Umstritten an der zehn Tage zuvor in Kraft getretenen Neuregelung des Infektionsschutzgesetzes sind vor allem Ausgangsbeschränkungen von 22.00 Uhr bis 5.00 Uhr in Regionen, in denen innerhalb einer Woche 100 oder mehr Neuinfektionen pro 100 000 Einwohner nachgewiesen werden. Bundeseinheitliche Regeln sollen einen Flickenteppich verhindern. Doch gerade an der Pauschalität gibt es Kritik.

Max Seidenfaden

Österreich plant Corona-Testbefreiung nach Erstimpfung

14:37
03.05.2021
In Österreich soll schon bald eine Corona-Erstimpfung als Eintrittskarte für Restaurants, Veranstaltungen und Hotels gelten. Der grüne Gesundheitsminister Wolfgang Mückstein kündigte am Montag im Parlament an, dass dies 21 Tage nach Erhalt der ersten Dosis gelten solle. Die große Parlamentskammer, der Nationalrat, beschloss eine Gesetzesänderung, mit der Geimpfte und Genesene von der Testpflicht befreit werden können, wenn ab 19. Mai Gastronomie, Hotellerie, Sport und Kultur wieder ihre Dienste anbieten.
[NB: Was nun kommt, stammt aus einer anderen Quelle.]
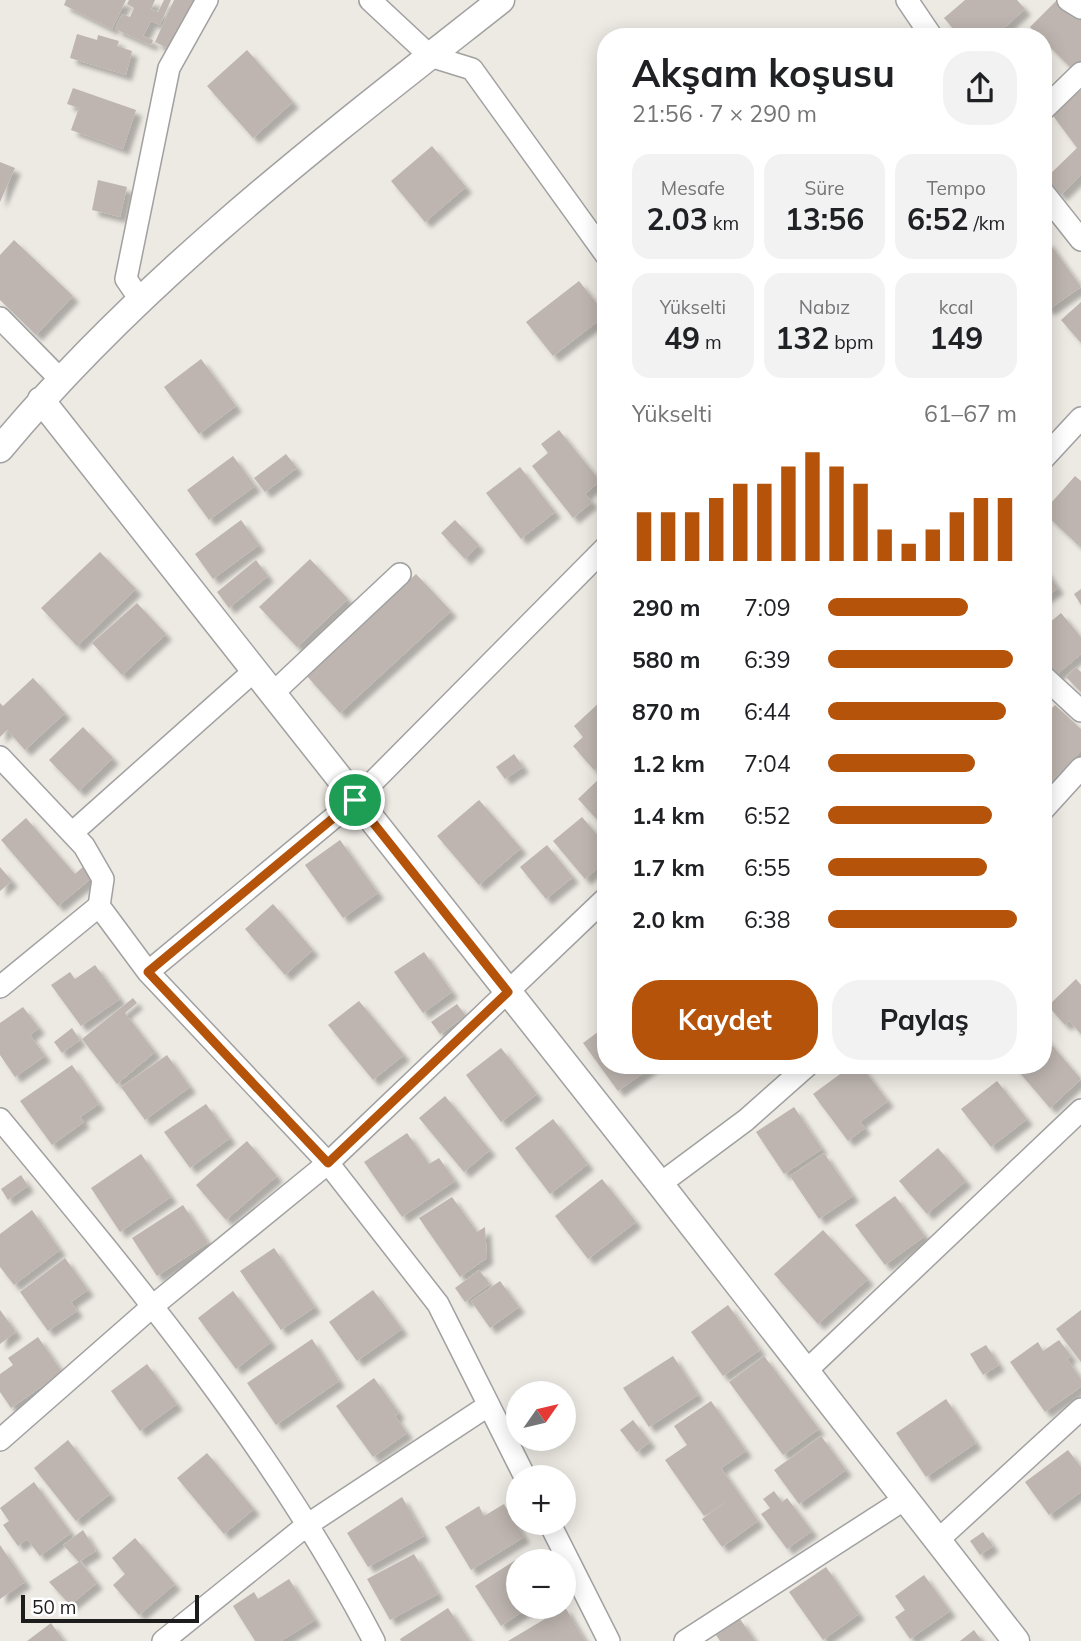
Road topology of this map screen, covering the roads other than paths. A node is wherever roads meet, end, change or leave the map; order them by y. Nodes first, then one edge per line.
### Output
1 (207, 0) edge
2 (370, 0) edge
3 (501, 0) edge
4 (907, 0) edge
5 (1068, 0) edge
6 (1081, 8) edge
7 (926, 28) edge
8 (430, 56) junction
9 (1081, 73) edge
10 (1052, 101) edge
11 (1052, 203) edge
12 (1081, 240) edge
13 (597, 243) edge
14 (141, 301) junction
15 (0, 318) edge
16 (60, 379) junction
17 (40, 400) junction
18 (1081, 418) edge
19 (0, 436) edge
20 (0, 449) edge
21 (1052, 449) edge
22 (597, 556) edge
23 (400, 574) dead end
24 (254, 671) junction
25 (1052, 684) edge
26 (272, 694) junction
27 (1081, 711) edge
28 (0, 757) edge
29 (1081, 768) edge
30 (355, 800) junction
31 (1052, 800) edge
32 (72, 833) junction
33 (99, 906) junction
34 (597, 907) edge
35 (148, 972) junction
36 (0, 986) edge
37 (508, 992) junction
38 (798, 1074) edge
39 (1081, 1110) edge
40 (0, 1119) edge
41 (328, 1163) junction
42 (660, 1184) junction
43 (154, 1305) junction
44 (805, 1372) junction
45 (489, 1405) junction
46 (1081, 1409) edge
47 (1, 1438) edge
48 (519, 1465) edge
49 (905, 1499) junction
50 (307, 1525) junction
51 (556, 1535) edge
52 (937, 1541) junction
53 (163, 1641) edge
54 (374, 1641) edge
55 (609, 1641) edge
56 (685, 1641) edge
57 (1016, 1641) edge

1 - 14 street
2 - 8 street
3 - 8 street
4 - 7 street
5 - 6 street
8 - 13 street
8 - 14 street
9 - 10 street
11 - 12 street
14 - 16 street
15 - 16 street
16 - 17 street
17 - 19 street
17 - 20 street
17 - 24 street
18 - 21 street
22 - 30 street
23 - 26 street
24 - 26 street
24 - 32 street
25 - 27 street
26 - 30 street
28 - 32 street
29 - 31 street
30 - 35 street
30 - 37 street
32 - 33 street
33 - 35 street
33 - 36 street
34 - 37 street
35 - 41 street
37 - 41 street
37 - 42 street
38 - 42 street
39 - 44 street
40 - 43 street
41 - 43 street
41 - 45 street
42 - 44 street
43 - 47 street
43 - 50 street
44 - 49 street
45 - 48 street
45 - 50 street
46 - 52 street
49 - 52 street
49 - 56 street
50 - 53 street
50 - 54 street
51 - 55 street
52 - 57 street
„Natürlich soll das auch ein Anreiz sein, dass man sich impfen lässt“, erklärte Mückstein die Idee hinter der Novelle, die ein erster Schritt zur Einführung des grünen Passes ist, wie das geplante Corona-Zertifikat für Geimpfte, Genesene und Getestete in Österreich genannt wird. Vor den Öffnungsschritten am 19. Mai ist die Zahl der Corona-Neuinfektionen in den vergangenen Wochen gesunken. Die Sieben-Tage-Inzidenz in Österreich ging auf zuletzt 147 zurück - derselbe Wert wie in Deutschland.

Geschäfte und viele Dienstleister haben seit Montag in allen Bundesländern geöffnet. Nach rund vierwöchigem Lockdown empfingen auch in den Bundesländern Wien und Niederösterreich die Geschäftsleute wieder Kunden. In den restlichen sieben Bundesländern hatte der Handel den Lockdown schon früher beendet. Die Branche hofft auch dank vieler Sonderangebote auf einen vielversprechenden Neustart. Das sei dringend nötig, sagte der Sprecher des Handelsverbands, Rainer Will, dem TV-Sender Oe24. „Jeder zweite Händler hat Existenzängste.“ Nicht zuletzt vor Modeläden bildeten sich in Wien teils lange Warteschlangen.